Load generation on early development stages gives confidence how the end-to-end response times develop under multi-user conditions. Testers often use load injection to verify non-functional requirements on pre-production stages.
Performance Monitoring provides insights how the application tiers deal with their service requests. Developer and operational staff often use it to find problem hotspots in their applications.

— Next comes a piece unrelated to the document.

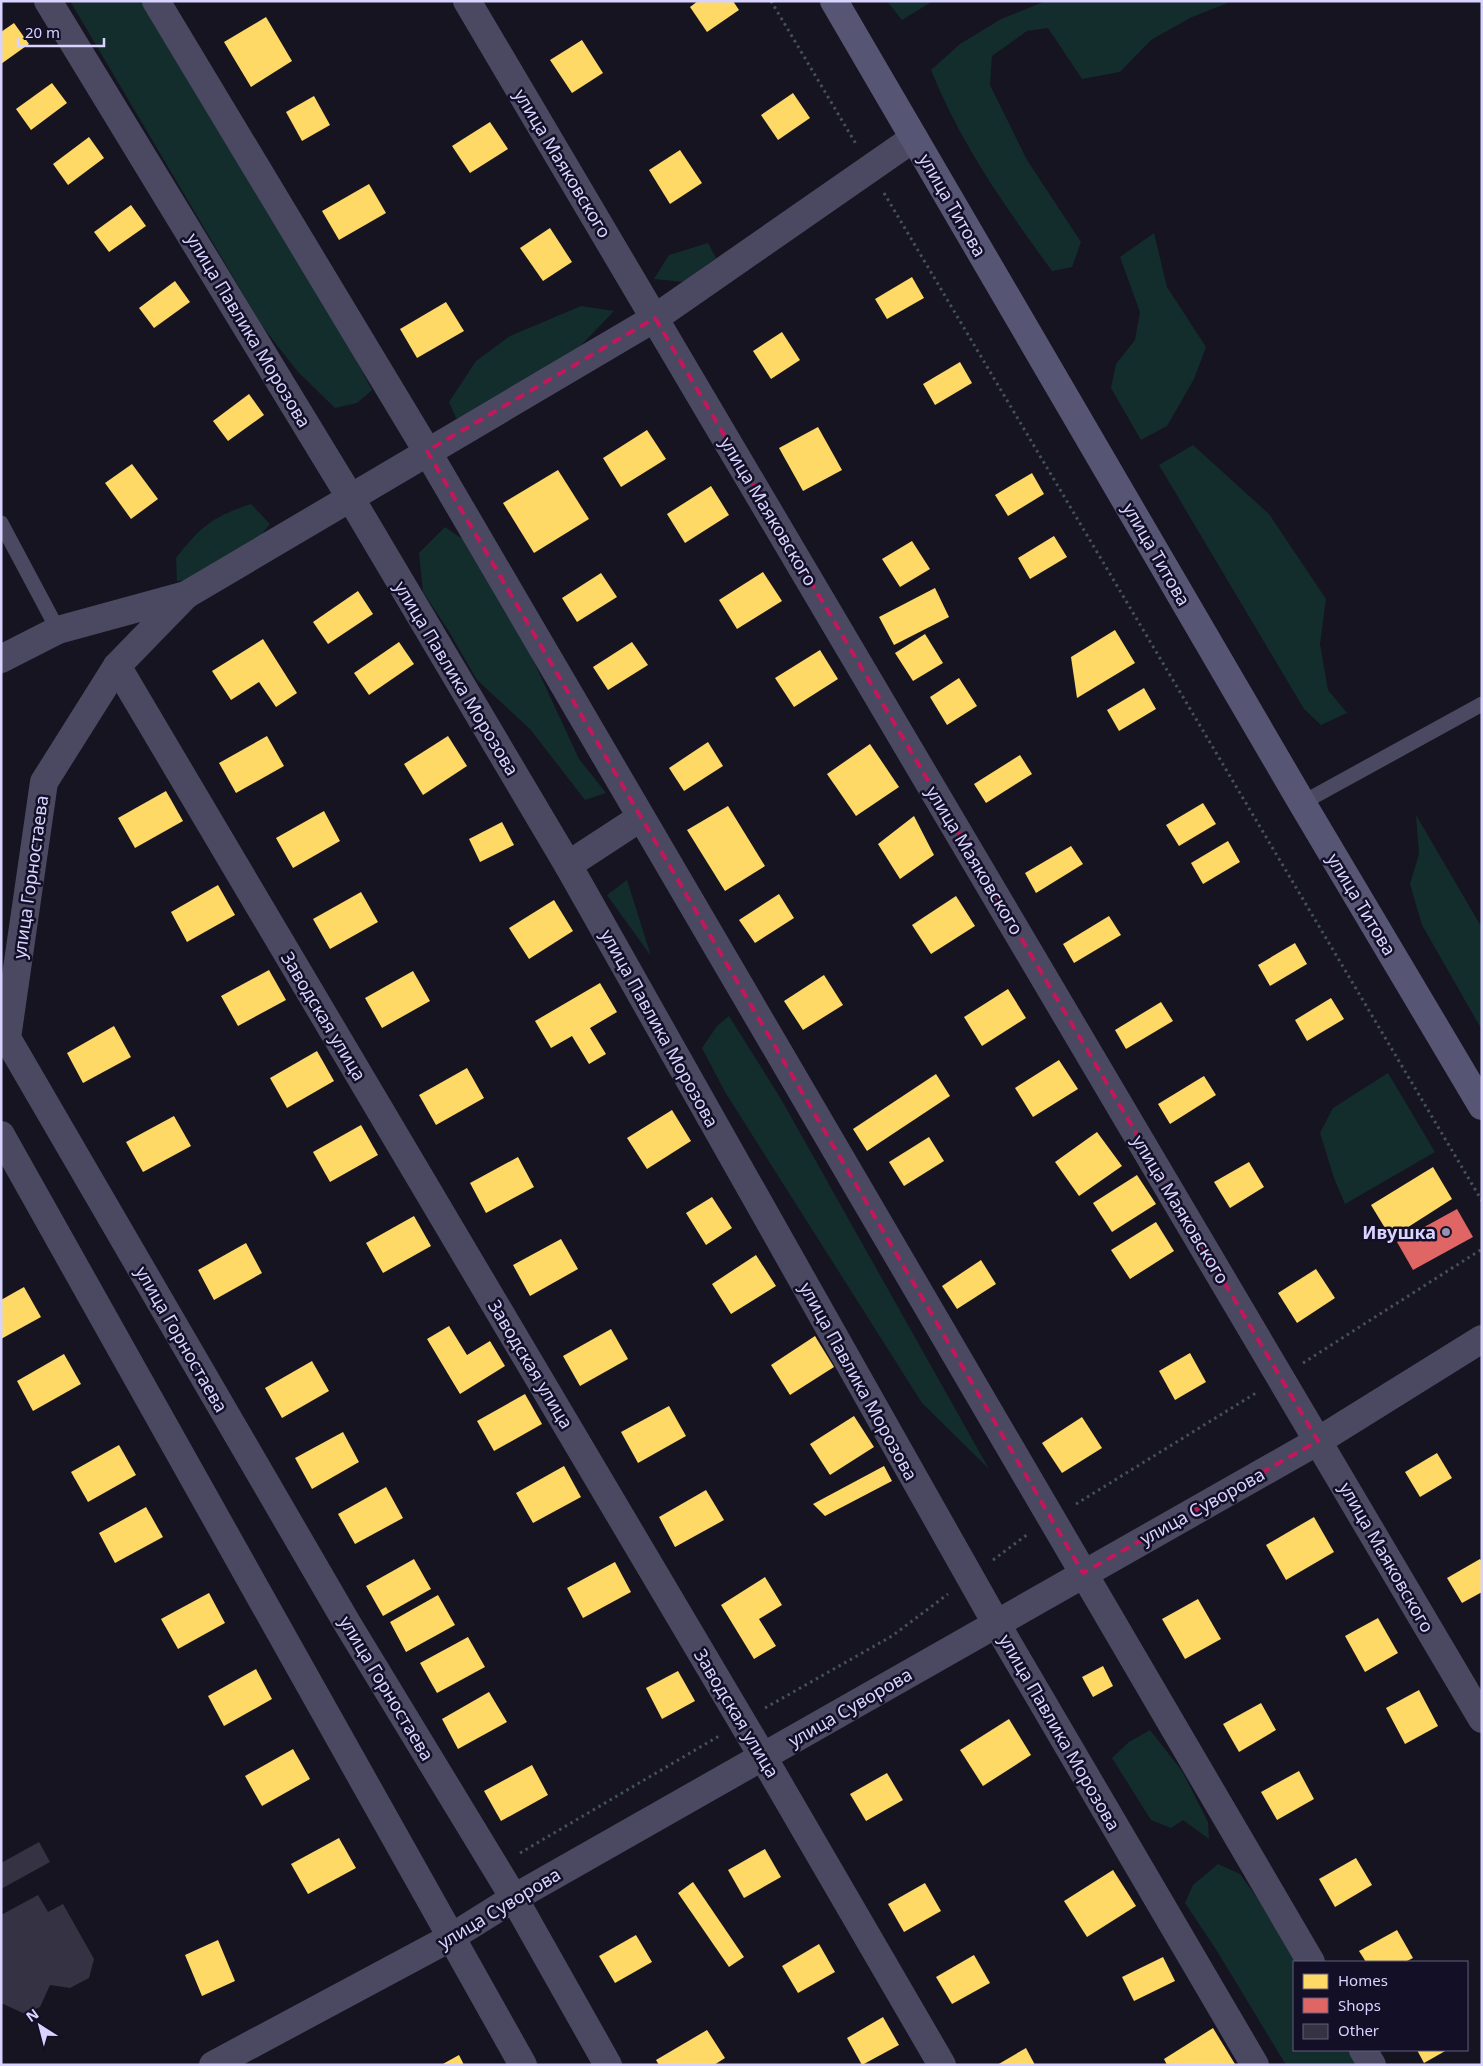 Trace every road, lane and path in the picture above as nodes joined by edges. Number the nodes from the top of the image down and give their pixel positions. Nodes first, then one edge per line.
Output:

There are significant benefits if you combine LoadView & Dynatrace:
- Find performance issues early in the life cycle
- Find root-cause of performance issues
- Reduce re-run effort
- Check how services behaves under real production load conditions
- Understand communication pattern
- Verify hardware sizing
- Make application tuning much easier
- Cut costs and pay only the used services
- No internal infrastructure for performance engineering activities required
Successful companies integrated performance engineering in their development lifecycle. They simulate actual and future growth pattern on pre-production stages, identify and fix hotspots and deploy those tuned application into production. Even at production there is guesswork banned out. They permanently monitor user experience, capture all transaction and detect problems automatically based on actual and historic figures. LoadView & Dynatrace are great steps towards lean and reliable IT services.